First of all, Bernanke has already stated that the Congress should "stimulate" the economy by "cutting spending" and, hopefully, the new Congress will remove the idiotic Humphrey-Hawkings "mandate" for the Fed to "target unemployment" as if the Fed / monetary policy had any reasonable tools to do that, so everyone would not have to keep lying about this. So Bernanke is a natural ally of conservatives, not an enemy he is made out to be. Contrary to "popular" belief by all the graduates of the "evening news economics" Bernanke is not an idiot, and is the foremost expert on the Great Depression and understand the mistakes of Japan Inc.'s Lost Decades.
Second, simply by focusing on the Fed and Bernanke, which have done more than anybody to save the U.S. financial and banking system and the economy from collapse, they are diverted from focusing "like a laser beam" on the real problems for the U.S. economy - overtaxation, overspending and overregulations, caused by congresscritters and executive and even judicial branches. Democrats are just laughing and loving pointing fingers on different "causes" of problems and have Republicans follow and bashing them (previously, the "deregulation." like the repeal of Glass-Steagall, the "fatcats of Wall Street" any of the "BIG" Businesses, Chamber of Commerce etc. etc.) while not breathing a word about actual culprits CRA / GSEs Fannie-Freddie-FHA-HUD / Sarbanes-Oxley (Sarbox or SOX) and now the new ones that actually must be repealed - FinReg (Dodd-Frank) and ObamaCare which create additional costs and burdens in addition to the uncertainty in the U.S. economic "climate change".
NY Fed President Bill Duddley recently explained the reasons for QE2, and it's not designed to do what most "critics" say it does or will do, or what the actual consequences will be. It was one of the first Fed interviews since the QE2 was attacked at G-20 in Seoul. I didn't see it posted on here, so...
Excerpts from Fed Easing Is Not Aimed at Weakening US Dollar: Dudley - CNBC, by Steve Liesman, 2010 November 16
< snip > ..... A little bit more demand leads to more employment growth, higher income and rising confidence... rather than on the other side of things where we've seen Japan over the last 15 or 20 years." Dudley said a key reason for the new policy was to avoid a "double-dip" recession. "I think there is a fair amount of empirical evidence that suggests that there is a stall speed for the economy" ..... Dudley said that every time the unemployment has risen by three-tenths of a percent in the post-War era, the economy has ended up in recession. < snip > ..... As for the dollar , Dudley said that a currency usually depreciates when one nation eases monetary policy relative to another, but he said that's not always the case. He even held out the possibility that quantitative easing could cause the dollar to appreciate, which it has over the past several weeks. ..... He also disagreed with another point of criticism: that the Fed's policy would lead to inflation. Dudley contended that new tools the Fed has put in place to withdraw excess cash from the banking system when the economy rebounds ..... < snip > < snip > ..... "I think that's very off base because I think that the goal of our policy is a very simple one, to ease financial conditions," Dudley said. The Fed is "not trying to push the dollar to any particular level. What we're trying to do through our large-scale asset purchase programs is to remove Treasurys from the market and force private investors into other assets." .....
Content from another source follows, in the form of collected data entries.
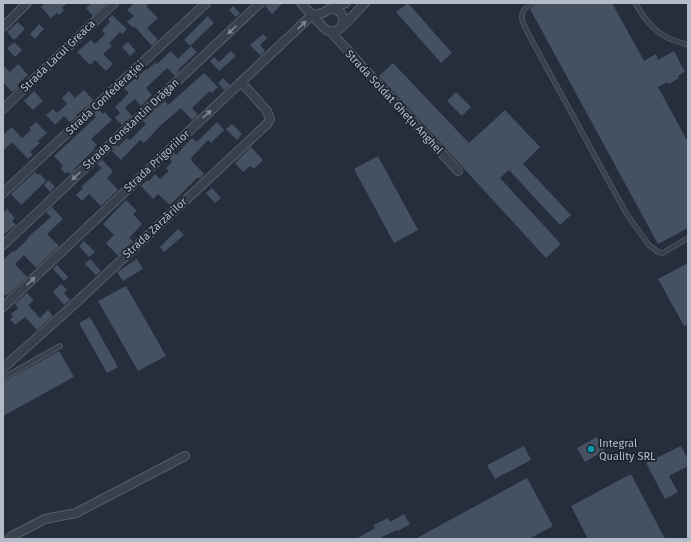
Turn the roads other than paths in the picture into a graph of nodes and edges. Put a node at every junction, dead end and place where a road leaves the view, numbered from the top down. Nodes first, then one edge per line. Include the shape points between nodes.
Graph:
1 (28, 3) edge
2 (114, 3) edge
3 (206, 3) edge
4 (260, 3) edge
5 (301, 3) edge
6 (346, 3) edge
7 (365, 3) edge
8 (532, 3) edge
9 (635, 3) edge
10 (333, 9) junction
11 (322, 14) junction
12 (312, 15) junction
13 (321, 25) junction
14 (342, 25) junction
15 (3, 26) edge
16 (330, 31) junction
17 (688, 45) edge
18 (241, 82) junction
19 (3, 109) edge
20 (458, 172) dead end
21 (3, 193) edge
22 (688, 238) edge
23 (3, 245) edge
24 (3, 307) edge
25 (60, 346) dead end
26 (3, 368) edge
27 (3, 378) edge
28 (185, 456) dead end
29 (9, 539) edge

1 - 15 street
2 - 19 street, Strada Lacul Greaca
3 - 21 street, Strada Confederației
4 -> 23 street, Strada Constantin Drăgan
5 - 12 street
6 - 10 street
7 - 14 street
8 - 22 lane via 526,6 521,18 626,213 649,245 658,252 663,253
9 - 17 lane via 654,29
10 - 11 street
10 - 14 street via 342,14
11 - 12 street
11 - 13 street
12 - 13 street
18 -> 12 street, Strada Prigoriilor
13 - 16 street
14 - 16 street via 337,30
16 - 20 street, Strada Soldat Ghețu Anghel
24 -> 18 street, Strada Prigoriilor
18 - 26 street, Strada Zarzărilor via 267,111 270,120 267,124
25 - 27 lane
28 - 29 street via 76,513 45,519

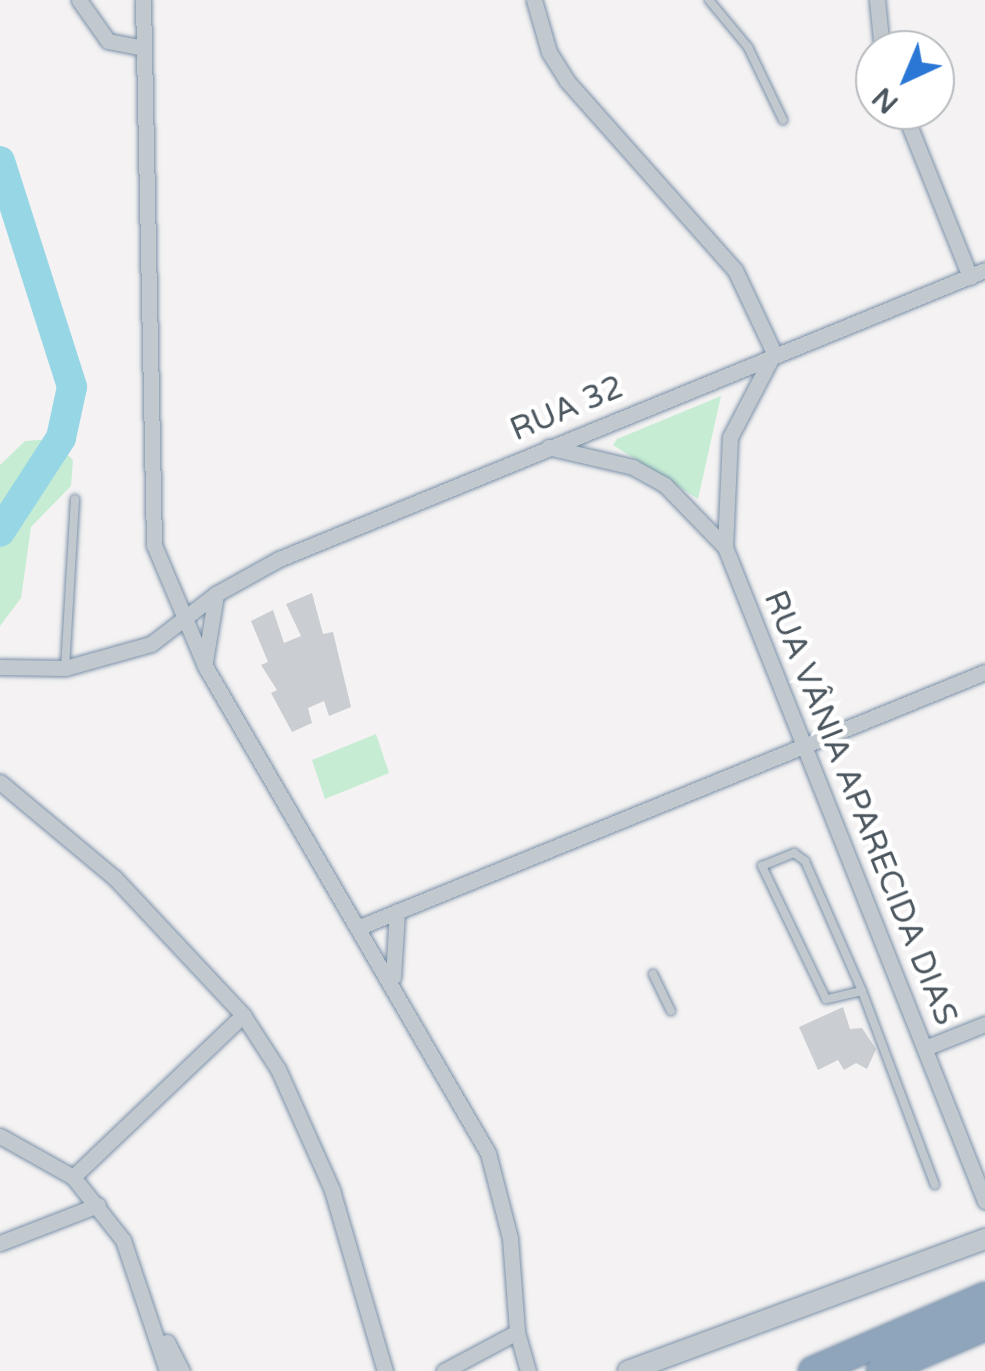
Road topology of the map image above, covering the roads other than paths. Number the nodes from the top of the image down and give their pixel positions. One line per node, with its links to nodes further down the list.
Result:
1 (79, 0): 7 (street)
2 (143, 0): 7 (street)
3 (534, 0): 11 (street)
4 (710, 0): 8 (lane)
5 (877, 0): 6 (street)
6 (880, 30)
7 (139, 46): 16 (street)
8 (783, 120)
9 (911, 130): 10 (street)
10 (977, 273): 11 (street, RUA 32)
11 (774, 353): 12 (street, RUA 32); 14 (street, RUA VÂNIA APARECIDA DIAS)
12 (548, 447): 14 (street, RUA VÂNIA APARECIDA DIAS); 15 (street, RUA 32)
13 (75, 499): 19 (lane)
14 (725, 547): 21 (street, RUA VÂNIA APARECIDA DIAS)
15 (216, 594): 16 (street, RUA 32); 17 (street)
16 (181, 620): 17 (street); 19 (street, RUA 32)
17 (205, 666): 24 (street)
18 (0, 668): 19 (street, RUA 32)
19 (65, 668)
20 (985, 672): 21 (street)
21 (804, 748): 23 (street); 31 (street, RUA VÂNIA APARECIDA DIAS)
22 (0, 782): 29 (street)
23 (397, 911): 24 (street); 26 (street)
24 (362, 926): 26 (street)
25 (653, 974): 28 (lane)
26 (395, 986): 42 (street)
27 (862, 991): 27 (lane); 34 (lane)
28 (671, 1010)
29 (243, 1014): 33 (street); 45 (street)
30 (985, 1024): 31 (street)
31 (925, 1048): 35 (street, RUA VÂNIA APARECIDA DIAS)
32 (0, 1136): 33 (street)
33 (73, 1177): 36 (street)
34 (935, 1185)
35 (985, 1200)
36 (98, 1205): 38 (street); 40 (street)
37 (985, 1240): 48 (street)
38 (0, 1243)
39 (985, 1297): 49 (highway)
40 (158, 1325): 43 (street); 44 (street)
41 (985, 1326): 50 (highway)
42 (516, 1332): 46 (street); 47 (street)
43 (167, 1371)
44 (182, 1371)
45 (385, 1371)
46 (444, 1371)
47 (528, 1371)
48 (628, 1371)
49 (813, 1371)
50 (881, 1371)

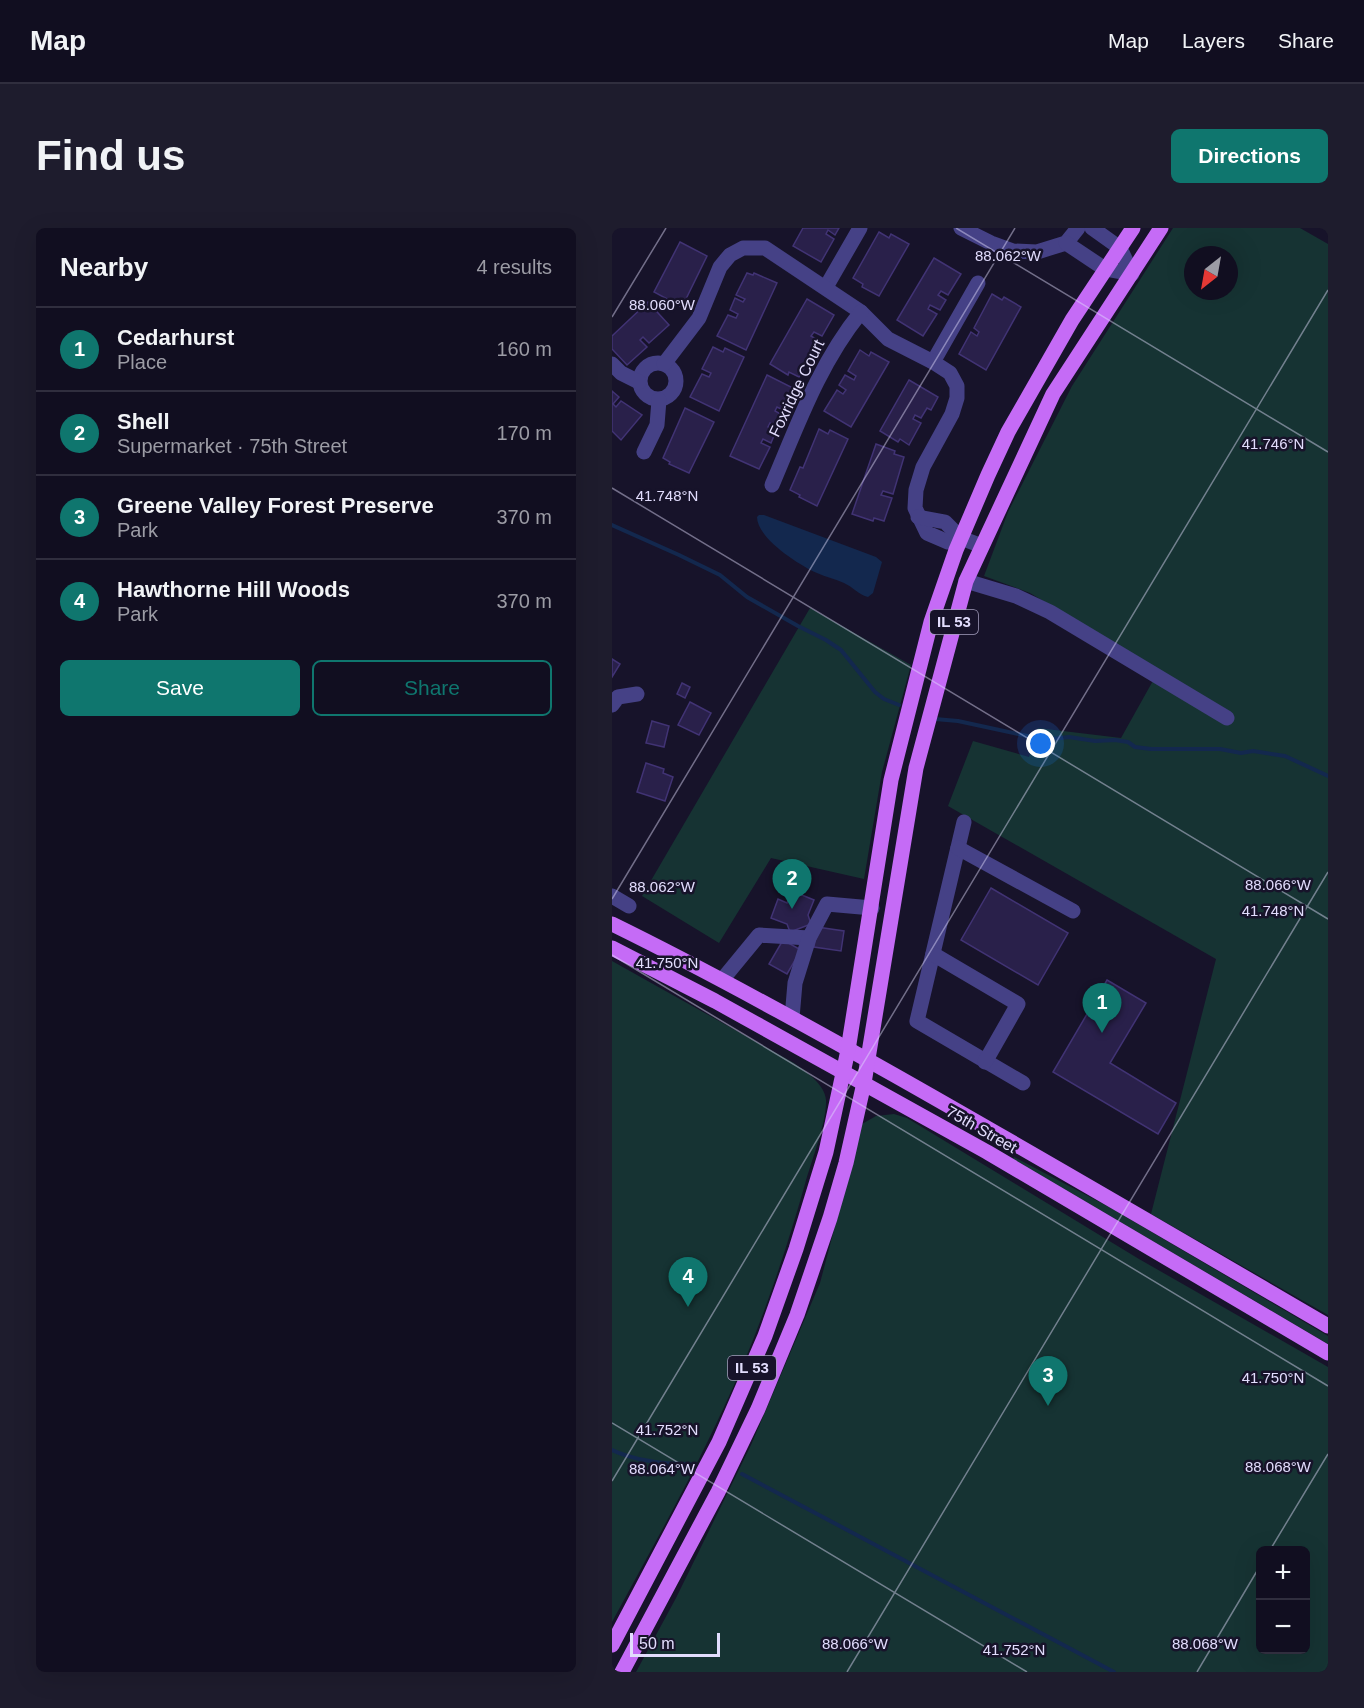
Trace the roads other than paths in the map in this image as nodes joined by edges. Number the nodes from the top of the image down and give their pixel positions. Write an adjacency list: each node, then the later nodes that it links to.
1 (860, 228): 12 (street)
2 (961, 228): 7 (street)
3 (1078, 228): 7 (street)
4 (1092, 228): 8 (street)
5 (1133, 228): 8 (main road, IL 53)
6 (1161, 228): 10 (main road, IL 53)
7 (1066, 243): 9 (street)
8 (1120, 248): 9 (main road, IL 53); 10 (street)
9 (1105, 269): 10 (street); 21 (main road, IL 53)
10 (1132, 274): 22 (main road, IL 53)
11 (978, 283): 14 (street)
12 (826, 287): 13 (street); 16 (street)
13 (861, 312): 14 (street); 20 (street, Foxridge Court)
14 (933, 362): 21 (street)
15 (612, 364): 17 (street)
16 (664, 364): 17 (street); 18 (street)
17 (639, 382): 18 (street)
18 (659, 400): 19 (street)
19 (644, 452)
20 (772, 485)
21 (961, 538): 22 (street); 31 (main road, IL 53)
22 (982, 546): 23 (main road, IL 53)
23 (966, 581): 26 (street); 40 (main road, IL 53)
24 (638, 694): 25 (street)
25 (612, 705)
26 (1227, 717)
27 (964, 822): 28 (street)
28 (958, 848): 32 (street); 36 (street)
29 (612, 896): 30 (street)
30 (629, 906)
31 (872, 908): 34 (street); 39 (main road, IL 53)
32 (1073, 911)
33 (612, 924): 37 (main road, 75th Street)
34 (809, 938): 37 (street); 38 (street)
35 (612, 948): 42 (main road, 75th Street)
36 (933, 954): 41 (street); 41 (street)
37 (722, 980): 38 (main road, 75th Street)
38 (792, 1018): 39 (main road, 75th Street)
39 (848, 1050): 40 (main road, 75th Street); 42 (main road, IL 53)
40 (868, 1061): 43 (main road, IL 53); 45 (main road, 75th Street)
41 (985, 1062): 44 (street)
42 (843, 1072): 43 (main road, 75th Street); 47 (main road, IL 53)
43 (864, 1083): 46 (main road, 75th Street); 48 (main road, IL 53)
44 (1023, 1083)
45 (1328, 1326)
46 (1328, 1353)
47 (612, 1645)
48 (622, 1672)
The interview is compressed, but Dudley's interviews are rare, so it's worth reading entire article. In it he also explains what the Fed's QE2 actually doesn't do - it doesn't print money - and why QE2 isn't likely to "solve" the lending problem (there are already plenty of reserves in the system) and how the QE2 can help the economy by lowering interest rate (and keeping them low for a while) ... in effect, allowing businesses and consumers to "refi" their debts at lower costs thus injecting more purchasing power into the economy (e.g., all the corporate debt issuance at record low rates, including even tech giants with great cash reserves on their balance sheets, Microsoft and HP, and see Big Wave of Mortgage Resets May Not Be As Bad As Feared - CNBC, by Mark Koba, 2010 November 11).
It's worth reading and understanding, and not be sidetracked into indiscriminately bashing Bernanke and the Fed, just because falling for cheap "populism" and lashing out at "somebody around the problem" feels good... There are real, true and better political targets than blaming a convenient political scapegoat and "shooting the messenger" of the bad economic tides. Let's concentrate on those and drive the message for at least the next two years on who was and should be held responsible for economic troubles, without them being able to point at the bogeyman, "the evil Fed".
Taking the liberty to ping you, as the link in the post is related to the discussion on the other thread. Maybe even worth to make that article a separate thread, but I will have no time to maintain it.